(Garden City, NY) — New York State Senator Kevin Thomas today introduced legislation to protect New York consumers and businesses from legal uncertainty and economic instability amid the discontinuance of the London Interbank Offered Rate (LIBOR), a common benchmark interest rate index which is referenced in adjustable rate mortgages, student loans, credit cards, mutual funds, public pension funds, and other financial contracts.
Since the 2008 financial crisis, LIBOR has fallen under intense global scrutiny.
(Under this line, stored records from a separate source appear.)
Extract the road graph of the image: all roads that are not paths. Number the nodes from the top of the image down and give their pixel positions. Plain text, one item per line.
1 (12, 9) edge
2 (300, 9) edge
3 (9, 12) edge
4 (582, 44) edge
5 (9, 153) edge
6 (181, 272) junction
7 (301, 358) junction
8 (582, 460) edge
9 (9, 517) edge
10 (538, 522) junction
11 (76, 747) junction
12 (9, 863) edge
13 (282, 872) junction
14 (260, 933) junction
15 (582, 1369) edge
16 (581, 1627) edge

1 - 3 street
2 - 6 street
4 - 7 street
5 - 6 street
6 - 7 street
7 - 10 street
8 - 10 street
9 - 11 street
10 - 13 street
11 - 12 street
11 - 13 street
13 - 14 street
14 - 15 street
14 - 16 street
International investigations into LIBOR have revealed widespread efforts to manipulate the rates for profit, with issues discovered as far back as 2003. As a result, the UK regulator that oversees LIBOR has announced that it will be phased out after 2021. The elimination of LIBOR without an established alternative poses a risk to consumers and financial institutions whose financial contracts reference LIBOR. An estimated $400 trillion in mortgages, consumer loans, corporate debt, and other financial contracts are tied to LIBOR. When publication of LIBOR stops, contracts that lack adequate fallback provisions may plunge in value.
In response, Senator Thomas, who Chairs the New York State Senate Consumer Protection Committee, has introduced new legislation that aims to protect consumers and bring stability to the market by establishing an alternative recommended benchmark as a fallback in existing contracts that reference LIBOR.
Everything from mortgages, student loans, and credit card rates are tied to LIBOR. We need to take action now to protect New Yorkers from falling into legal limbo when LIBOR ends,” said Senator Thomas. “With this legislation, we are taking preventative action to ensure a smooth transition and make sure that New York consumers are businesses are protected when LIBOR is phased out in 2021.”